Жрецы вскочили на ноги и, кланяясь как заведенные, спиной вперед покинули зал. Когда двери за ними закрылись, Куаутемок обессиленно рухнул обратно на трон. По пергаментно-желтому лицу его стекали капли пота, но на губах играла довольная улыбка.
— Вот вы у меня все где! — Он потряс в воздухе сухим желтым кулачком.
Мужчины покинули покои правителя.
— Предупреждал же я, — пробормотал жрец Уицлипочтли, — не стоит ставить во главе государства этого юнца.
— Кто ж знал, кто ж знал, — покачал головой жрец Тескатлипоки. — Мальчик больной, слабый, казалось, из него веревки вить можно, но нет.
— Да, возмужал правитель, — с некоторым даже уважением молвил жрец Уицлипочтли.

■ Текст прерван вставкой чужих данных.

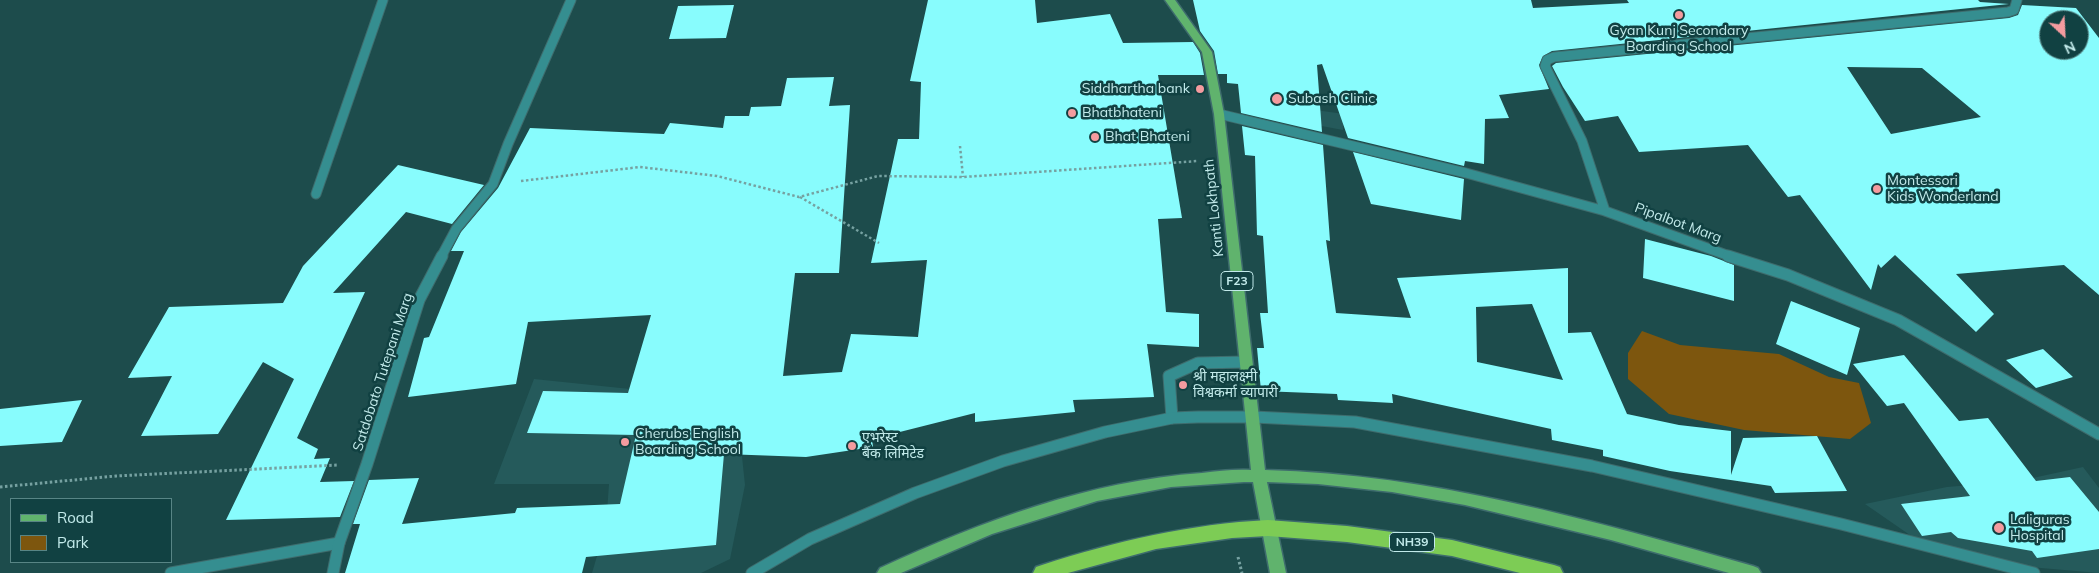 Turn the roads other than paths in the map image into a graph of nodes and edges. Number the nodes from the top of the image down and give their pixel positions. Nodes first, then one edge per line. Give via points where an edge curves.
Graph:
1 (383, 0) edge
2 (571, 0) edge
3 (1170, 0) edge
4 (2016, 0) edge
5 (1219, 114) junction
6 (316, 194) dead end
7 (1605, 211) junction
8 (1245, 362) junction
9 (1254, 417) junction
10 (1172, 418) junction
11 (2099, 434) edge
12 (1259, 476) junction
13 (1268, 528) junction
14 (339, 543) junction
15 (171, 573) edge
16 (333, 573) edge
17 (752, 573) edge
18 (885, 573) edge
19 (1042, 573) edge
20 (1278, 573) edge
21 (1554, 573) edge
22 (1753, 573) edge
23 (2034, 573) edge

1 - 6 street
2 - 14 street, Satdobato Tutepani Marg via 493,184 456,228 419,300
3 - 5 main road, Kanti Lokhpath / F23 via 1208,52
4 - 7 street via 2014,10 2008,12 1547,60 1545,66 1582,141
5 - 7 street, Pipalbot Marg via 1466,173
5 - 8 main road, Kanti Lokhpath / F23
7 - 11 street, Pipalbot Marg via 1688,243 1788,275 1898,320
8 - 9 main road, Kanti Lokhpath / F23
8 - 10 street via 1199,360 1169,376
9 - 10 street
9 - 12 main road, Kanti Lokhpath / F23
9 - 23 street via 1355,422 1592,466
10 - 17 street via 1106,432 1003,461 915,493 810,539
12 - 13 main road, Kanti Lokhpath / F23
12 - 18 main road via 1171,481 1096,495 962,540
12 - 22 main road via 1346,481 1448,496 1572,524
13 - 19 highway, NH39 via 1156,541
13 - 20 main road, Kanti Lokhpath / F23
13 - 21 highway, NH39 via 1348,534 1452,548
14 - 15 street
14 - 16 street, Satdobato Tutepani Marg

Мирослав не торопясь вылез из ванной. Водица смыла пуды грязи и соли, въевшиеся в кожу за последние несколько дней. Успокоила зуд, унесла усталость. Вернула гибкость членам. Не банька русская, конечно, но значительно лучше, чем обычное мытье в каком-нибудь лесном ручье, где испанцы отмывали кровь с одежды, купали коней, чистили оружие и чуть не испражнялись туда же. Он припомнил, как гонял его по зиме в сени отец, заставляя, пробив ледяную корочку, омывать харю студеной водой и тереть зубы наверченным на палочку кусочком пакли, и вздохнул. Воспоминания о доме редко посещали его загрубевшую в боях и походах душу, а тут поди ж ты.
Не касаясь ногами лестницы, он выскочил из бассейна. Снял с вбитого в стену клинышка белое полотнище, вытер голову, промокнул бороду, обтер покрытую шрамами грудь. Брезгливо поворошил голой ногой заскорузлую кучу одежды, поморщился и накинул ткань на плечо, как римский патриций тогу. Панцирным ногтем проделал дыру в краю, просунул кончик и завязал его объемистым узлом. Взмахнул руками, проверяя не стеснит ли в случае чего. Задрал по очереди колени, пробуя длину подола. Еще раз оглядел купальню, особенно иллюминационное отверстие. Все равно не выкарабкаться. Но нет и худа без добра. Однако и выходить пора. В купальне лепо, но делать больше нечего, а тянуть время — только открывать свою боязнь. А в ней Мирослав мог признаться себе, но не врагу. Несколько раз сжав и разжав кулаки и встряхнув плечами, он толкнул дверь и вышел в простенок.